The executive branch has long accepted that Congress had the power to impose the 60-day limit on unauthorized action. The notoriously pro-presidential power Office of Legal Counsel established that position in 1980. However, some presidents have violated the War Powers Resolution. One of the most glaring examples came in 2011, when the Obama administration joined an international campaign of airstrikes against the regime in Libya. In that case, the State Department concocted a legal claim that airstrikes somehow failed to qualify as “hostilities,” and the administration continued beyond the 60-day mark.
An earlier, though potentially more complicated, example came under the Clinton administration, when the NATO air campaign in Kosovo lasted 78 days. Clinton ordered that operation without the specific authorization required by the War Powers Resolution, but Congress did take several actions to indicate its support for the campaign.
What happens next?
By the terms of the War Powers Resolution, the onus is on the administration to comply with the law and withdraw forces, either immediately or over the course of 30 days if it can articulate a compelling need. In reality, though, Congress is going to need to do something to make it clear it cares about the law.
For decades, presidents have expanded their power to unilaterally use military force, and Congress has met those abuses with a consistent shrug. The resulting one-way ratchet of emboldened presidents and a weakened Congress has brought us to today, where a president has led the country into a months-long war with significant consequences, including the injuries and deaths of American service members and Iranian civilians, disruptions to the global economy, and significant harm to our nation’s reputation, all without articulating a strategy or even a credible justification to the public.

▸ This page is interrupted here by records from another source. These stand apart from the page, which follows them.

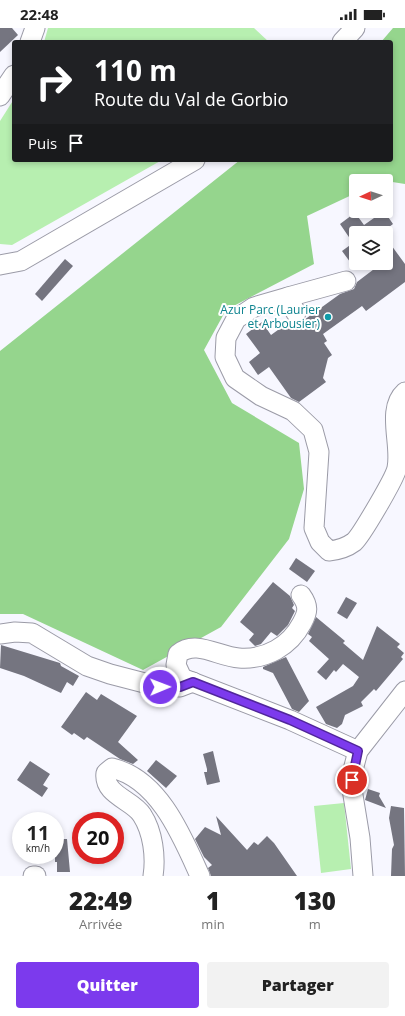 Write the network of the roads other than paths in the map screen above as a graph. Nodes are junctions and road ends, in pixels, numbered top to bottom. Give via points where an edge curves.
1 (35, 28) edge
2 (355, 28) edge
3 (31, 40) edge
4 (344, 40) edge
5 (12, 78) edge
6 (0, 96) edge
7 (192, 162) edge
8 (0, 265) edge
9 (346, 281) dead end
10 (405, 392) edge
11 (301, 595) dead end
12 (0, 634) edge
13 (193, 682) junction
14 (405, 691) edge
15 (358, 751) junction
16 (153, 876) edge
17 (200, 876) edge
18 (363, 876) edge

1 - 3 street
2 - 4 street
5 - 6 street
7 - 8 street via 21,261
9 - 10 street via 292,305 254,307 236,318 226,338 225,357 235,378 261,396 293,411 312,430 318,452 314,528 320,542 329,551 340,550 356,541 391,483 397,470 400,453 395,417 398,403
11 - 13 street via 308,609 304,620 298,631 277,651 253,658 239,658 205,649 184,649 178,654 176,665 182,678
12 - 13 street via 32,633 87,666 160,687 180,687
13 - 15 street via 290,720
14 - 15 street
15 - 18 street via 353,770 352,790
16 - 17 street via 154,852 150,830 142,814 110,788 105,780 106,773 112,768 136,778 163,804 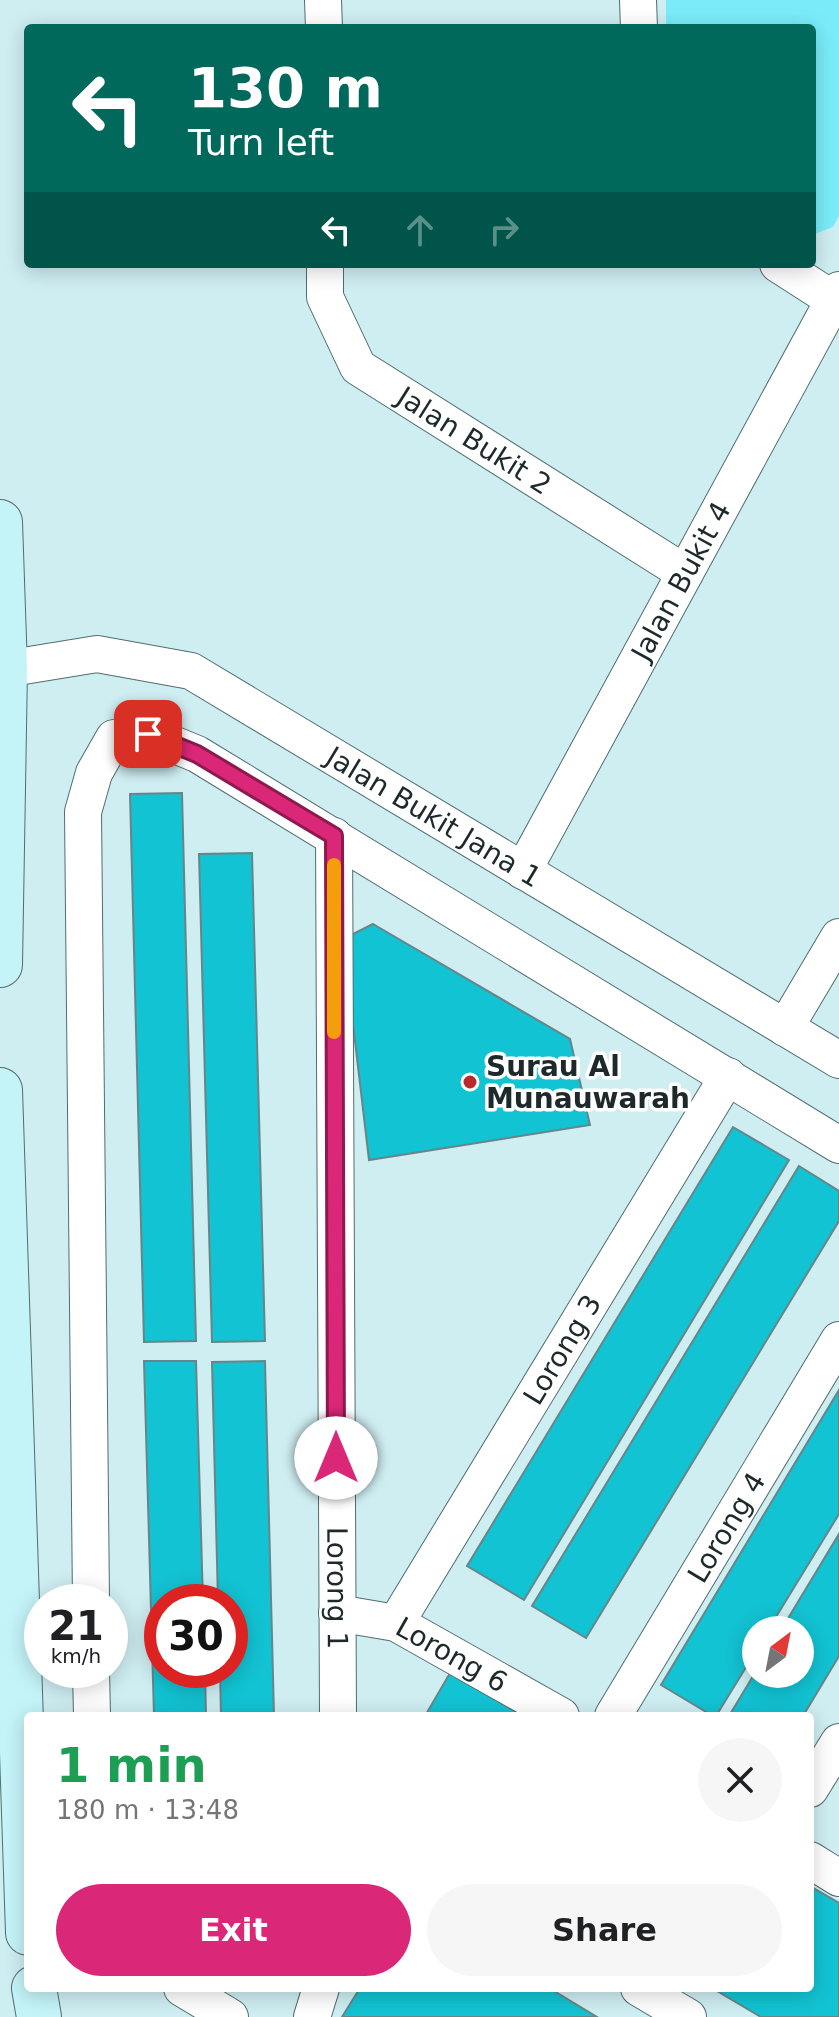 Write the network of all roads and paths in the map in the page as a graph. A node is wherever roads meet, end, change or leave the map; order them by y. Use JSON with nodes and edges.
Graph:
{"nodes":[{"id":1,"x":323,"y":0,"type":"edge"},
{"id":2,"x":638,"y":0,"type":"edge"},
{"id":3,"x":324,"y":24,"type":"edge"},
{"id":4,"x":639,"y":24,"type":"edge"},
{"id":5,"x":325,"y":268,"type":"edge"},
{"id":6,"x":785,"y":268,"type":"edge"},
{"id":7,"x":836,"y":295,"type":"edge"},
{"id":8,"x":0,"y":522,"type":"edge"},
{"id":9,"x":685,"y":573,"type":"junction"},
{"id":10,"x":5,"y":669,"type":"junction"},
{"id":11,"x":334,"y":836,"type":"junction"},
{"id":12,"x":523,"y":871,"type":"junction"},
{"id":13,"x":839,"y":937,"type":"edge"},
{"id":14,"x":0,"y":965,"type":"edge"},
{"id":15,"x":785,"y":1028,"type":"junction"},
{"id":16,"x":839,"y":1060,"type":"edge"},
{"id":17,"x":728,"y":1076,"type":"junction"},
{"id":18,"x":0,"y":1090,"type":"edge"},
{"id":19,"x":839,"y":1145,"type":"edge"},
{"id":20,"x":839,"y":1340,"type":"edge"},
{"id":21,"x":91,"y":1584,"type":"edge"},
{"id":22,"x":337,"y":1613,"type":"junction"},
{"id":23,"x":396,"y":1623,"type":"junction"},
{"id":24,"x":91,"y":1688,"type":"edge"},
{"id":25,"x":92,"y":1712,"type":"edge"},
{"id":26,"x":338,"y":1712,"type":"edge"},
{"id":27,"x":554,"y":1712,"type":"edge"},
{"id":28,"x":615,"y":1712,"type":"edge"},
{"id":29,"x":839,"y":1742,"type":"edge"},
{"id":30,"x":814,"y":1783,"type":"edge"},
{"id":31,"x":814,"y":1862,"type":"edge"},
{"id":32,"x":839,"y":1878,"type":"edge"},
{"id":33,"x":18,"y":1914,"type":"edge"},
{"id":34,"x":35,"y":1992,"type":"edge"},
{"id":35,"x":189,"y":1992,"type":"edge"},
{"id":36,"x":320,"y":1992,"type":"edge"},
{"id":37,"x":646,"y":1992,"type":"edge"},
{"id":38,"x":39,"y":2017,"type":"edge"},
{"id":39,"x":230,"y":2017,"type":"edge"},
{"id":40,"x":312,"y":2017,"type":"edge"},
{"id":41,"x":688,"y":2017,"type":"edge"}],
"edges":[{"from":1,"to":3,"type":"street"},
{"from":2,"to":4,"type":"street"},
{"from":5,"to":9,"type":"street","name":"Jalan Bukit 2"},
{"from":6,"to":7,"type":"street"},
{"from":7,"to":9,"type":"street","name":"Jalan Bukit 4"},
{"from":8,"to":10,"type":"street"},
{"from":9,"to":12,"type":"street","name":"Jalan Bukit 4"},
{"from":10,"to":12,"type":"street","name":"Jalan Bukit Jana 1"},
{"from":10,"to":14,"type":"street"},
{"from":11,"to":17,"type":"street"},
{"from":11,"to":21,"type":"street"},
{"from":11,"to":22,"type":"street","name":"Lorong 1"},
{"from":12,"to":15,"type":"street","name":"Jalan Bukit Jana 1"},
{"from":13,"to":15,"type":"street"},
{"from":15,"to":16,"type":"street","name":"Jalan Bukit Jana 1"},
{"from":17,"to":19,"type":"street"},
{"from":17,"to":23,"type":"street","name":"Lorong 3"},
{"from":18,"to":33,"type":"street"},
{"from":20,"to":28,"type":"street","name":"Lorong 4"},
{"from":22,"to":23,"type":"street","name":"Lorong 6"},
{"from":22,"to":26,"type":"street","name":"Lorong 1"},
{"from":23,"to":27,"type":"street","name":"Lorong 6"},
{"from":24,"to":25,"type":"street"},
{"from":29,"to":30,"type":"street"},
{"from":31,"to":32,"type":"street"},
{"from":34,"to":38,"type":"street"},
{"from":35,"to":39,"type":"street"},
{"from":36,"to":40,"type":"street"},
{"from":37,"to":41,"type":"street"}]}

Just because Congress hasn’t pushed back against presidents in the past doesn’t mean it shouldn’t or can’t now. There is at least some hope that it might force some accountability for the least popular war in American history. While the Senate has so far rejected a series of resolutions that would terminate hostilities, a handful of Republican members of Congress have raised concerns about the 60-day mark and suggested Congress will need to act at that point.
What can Congress do?
The simplest approach would be for Congress to pass a resolution directing the president to terminate hostilities. While the War Powers Resolution already demands that outcome if Congress does nothing, an affirmative step by the current Congress would send an unequivocal message.
Some members are reportedly considering a different approach, namely seeking to pass an authorization to continue the use of force against Iran. This would also resolve the issue of the 60-day limit, but it would do nothing to address the other ways in which the war is illegal. And it would set a dangerous precedent by signaling that Congress will not only tolerate, but ultimately endorse, future unconstitutional and illegal actions by future presidents.

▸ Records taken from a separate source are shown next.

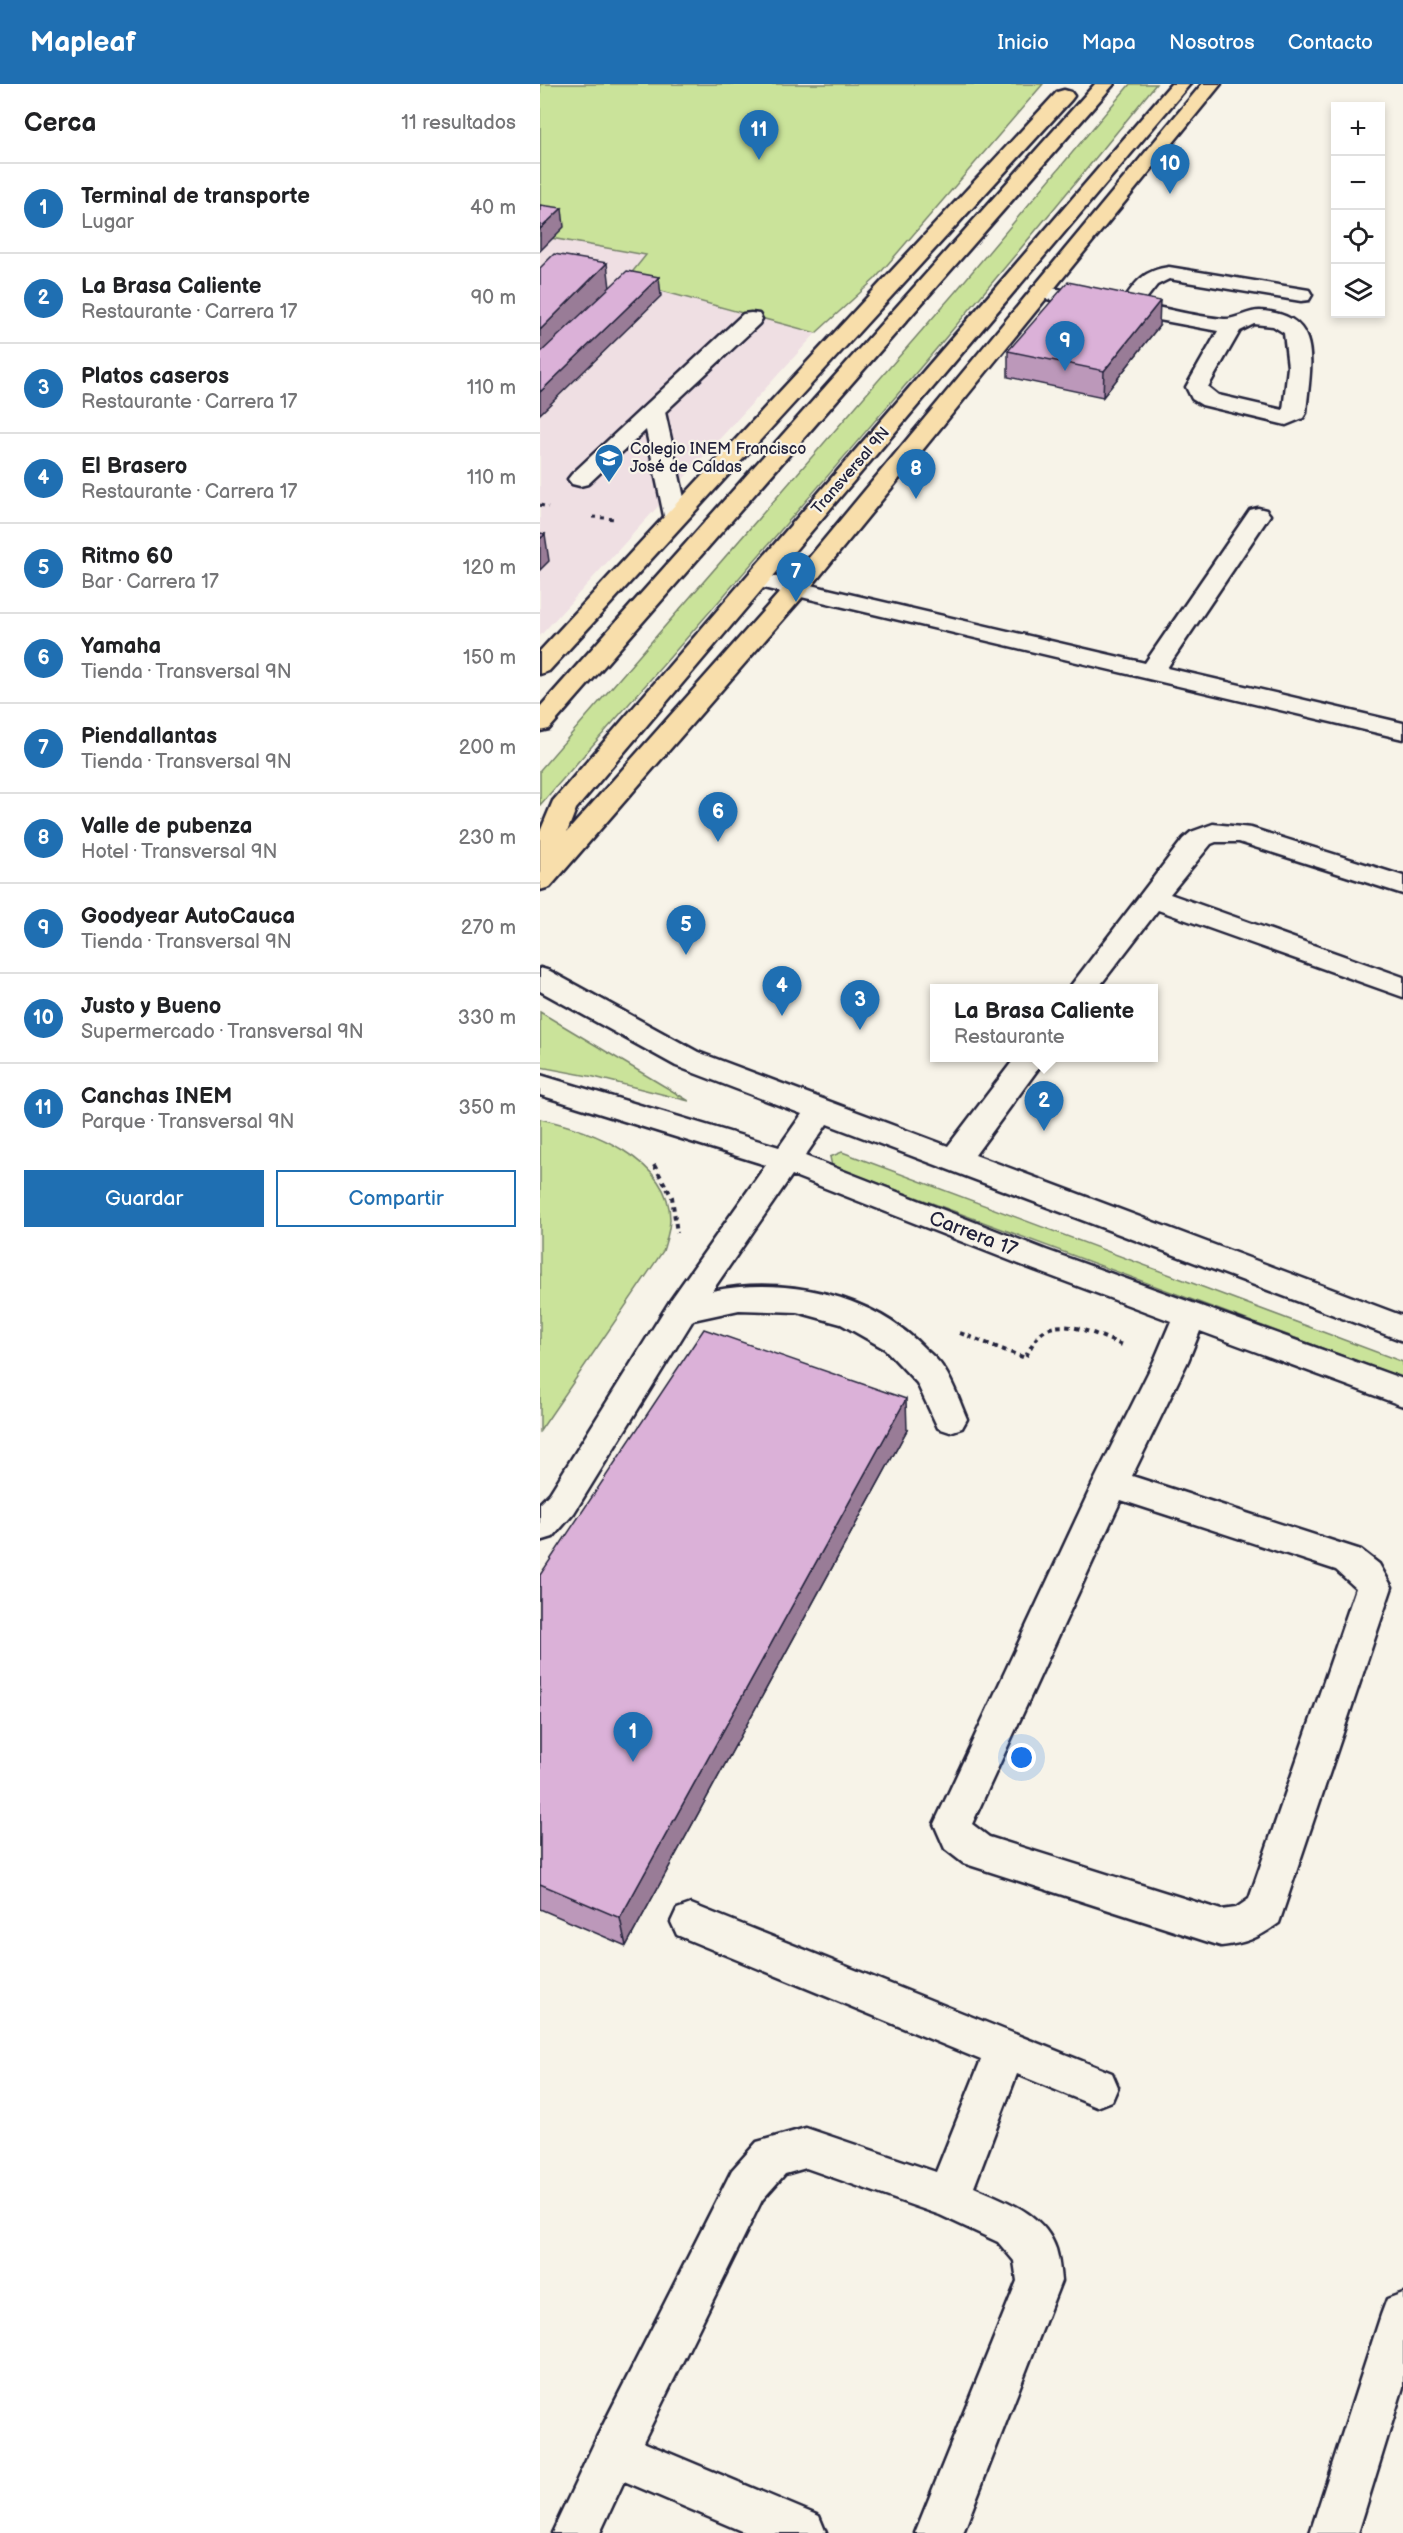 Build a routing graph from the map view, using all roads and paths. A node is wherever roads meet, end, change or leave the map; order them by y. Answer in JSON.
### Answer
{"nodes":[{"id":1,"x":1076,"y":84,"type":"edge"},
{"id":2,"x":1105,"y":84,"type":"edge"},
{"id":3,"x":1181,"y":84,"type":"edge"},
{"id":4,"x":1212,"y":84,"type":"edge"},
{"id":5,"x":1041,"y":292,"type":"junction"},
{"id":6,"x":1301,"y":295,"type":"dead end"},
{"id":7,"x":1129,"y":308,"type":"junction"},
{"id":8,"x":751,"y":319,"type":"dead end"},
{"id":9,"x":1231,"y":327,"type":"junction"},
{"id":10,"x":653,"y":409,"type":"junction"},
{"id":11,"x":580,"y":479,"type":"dead end"},
{"id":12,"x":1258,"y":515,"type":"dead end"},
{"id":13,"x":676,"y":516,"type":"junction"},
{"id":14,"x":759,"y":580,"type":"junction"},
{"id":15,"x":796,"y":588,"type":"junction"},
{"id":16,"x":540,"y":666,"type":"edge"},
{"id":17,"x":1152,"y":672,"type":"junction"},
{"id":18,"x":540,"y":723,"type":"edge"},
{"id":19,"x":1403,"y":731,"type":"edge"},
{"id":20,"x":540,"y":870,"type":"edge"},
{"id":21,"x":540,"y":881,"type":"edge"},
{"id":22,"x":1403,"y":885,"type":"edge"},
{"id":23,"x":1152,"y":898,"type":"junction"},
{"id":24,"x":540,"y":978,"type":"edge"},
{"id":25,"x":1086,"y":984,"type":"edge"},
{"id":26,"x":1403,"y":987,"type":"edge"},
{"id":27,"x":1028,"y":1062,"type":"edge"},
{"id":28,"x":540,"y":1085,"type":"edge"},
{"id":29,"x":820,"y":1111,"type":"junction"},
{"id":30,"x":955,"y":1159,"type":"junction"},
{"id":31,"x":784,"y":1160,"type":"junction"},
{"id":32,"x":651,"y":1161,"type":"dead end"},
{"id":33,"x":722,"y":1251,"type":"junction"},
{"id":34,"x":682,"y":1310,"type":"junction"},
{"id":35,"x":1190,"y":1314,"type":"junction"},
{"id":36,"x":1403,"y":1329,"type":"edge"},
{"id":37,"x":956,"y":1332,"type":"dead end"},
{"id":38,"x":1171,"y":1361,"type":"junction"},
{"id":39,"x":1403,"y":1393,"type":"edge"},
{"id":40,"x":950,"y":1419,"type":"dead end"},
{"id":41,"x":1111,"y":1484,"type":"junction"},
{"id":42,"x":540,"y":1527,"type":"edge"},
{"id":43,"x":691,"y":1922,"type":"dead end"},
{"id":44,"x":1006,"y":2050,"type":"junction"},
{"id":45,"x":1097,"y":2087,"type":"dead end"},
{"id":46,"x":948,"y":2196,"type":"junction"},
{"id":47,"x":1403,"y":2315,"type":"edge"},
{"id":48,"x":613,"y":2453,"type":"junction"},
{"id":49,"x":576,"y":2533,"type":"edge"},
{"id":50,"x":802,"y":2533,"type":"edge"},
{"id":51,"x":939,"y":2533,"type":"edge"},
{"id":52,"x":1334,"y":2533,"type":"edge"}],
"edges":[{"from":1,"to":13,"type":"main road"},
{"from":2,"to":18,"type":"main road"},
{"from":3,"to":14,"type":"main road","name":"Transversal 9N"},
{"from":4,"to":5,"type":"main road"},
{"from":5,"to":7,"type":"street"},
{"from":5,"to":15,"type":"main road"},
{"from":6,"to":7,"type":"street"},
{"from":7,"to":9,"type":"street"},
{"from":8,"to":10,"type":"street"},
{"from":9,"to":9,"type":"street"},
{"from":10,"to":11,"type":"street"},
{"from":10,"to":13,"type":"street"},
{"from":12,"to":17,"type":"street"},
{"from":13,"to":16,"type":"main road"},
{"from":14,"to":15,"type":"street"},
{"from":14,"to":20,"type":"main road","name":"Transversal 9N"},
{"from":15,"to":17,"type":"street"},
{"from":15,"to":21,"type":"main road"},
{"from":17,"to":19,"type":"street"},
{"from":22,"to":23,"type":"street"},
{"from":23,"to":25,"type":"street"},
{"from":23,"to":26,"type":"street"},
{"from":24,"to":29,"type":"street"},
{"from":27,"to":30,"type":"street"},
{"from":28,"to":31,"type":"street","name":"Carrera 17"},
{"from":29,"to":30,"type":"street"},
{"from":29,"to":31,"type":"street"},
{"from":30,"to":36,"type":"street"},
{"from":31,"to":33,"type":"street"},
{"from":31,"to":35,"type":"street","name":"Carrera 17"},
{"from":32,"to":33,"type":"path"},
{"from":33,"to":34,"type":"street"},
{"from":34,"to":40,"type":"street"},
{"from":34,"to":42,"type":"street"},
{"from":35,"to":38,"type":"street"},
{"from":35,"to":39,"type":"street","name":"Carrera 17"},
{"from":37,"to":38,"type":"path"},
{"from":38,"to":41,"type":"street"},
{"from":41,"to":41,"type":"street"},
{"from":43,"to":44,"type":"street"},
{"from":44,"to":45,"type":"street"},
{"from":44,"to":46,"type":"street"},
{"from":46,"to":48,"type":"street"},
{"from":46,"to":51,"type":"street"},
{"from":47,"to":52,"type":"street"},
{"from":48,"to":49,"type":"street"},
{"from":48,"to":50,"type":"street"}]}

Beyond directing the termination of hostilities, Congress must step up and conduct rigorous oversight. This war raises serious questions, both about how the administration decided to start the war without legal authorization and about how it has affected military readiness more broadly. And if Congress decides to take a stance against this war, it should consider all the tools it has available to provide accountability for the people who led the country into an illegal, unconstitutional war.
Finally, Congress needs to avoid the trap of treating this like a one-off situation. Restoring the constitutional balance of power between Congress and presidents over matters of war will require ongoing, concerted effort, with Congress rigorously policing the boundaries of presidential power.
The representatives closest to the people they serve must resist presidents’ attempts to stretch existing authorizations beyond recognition, and Congress should examine how to strengthen the checks the War Powers Resolution was intended to create. If Congress fails to act, there is no reason to think this will be the last illegal, unconstitutional war the country is forced to endure.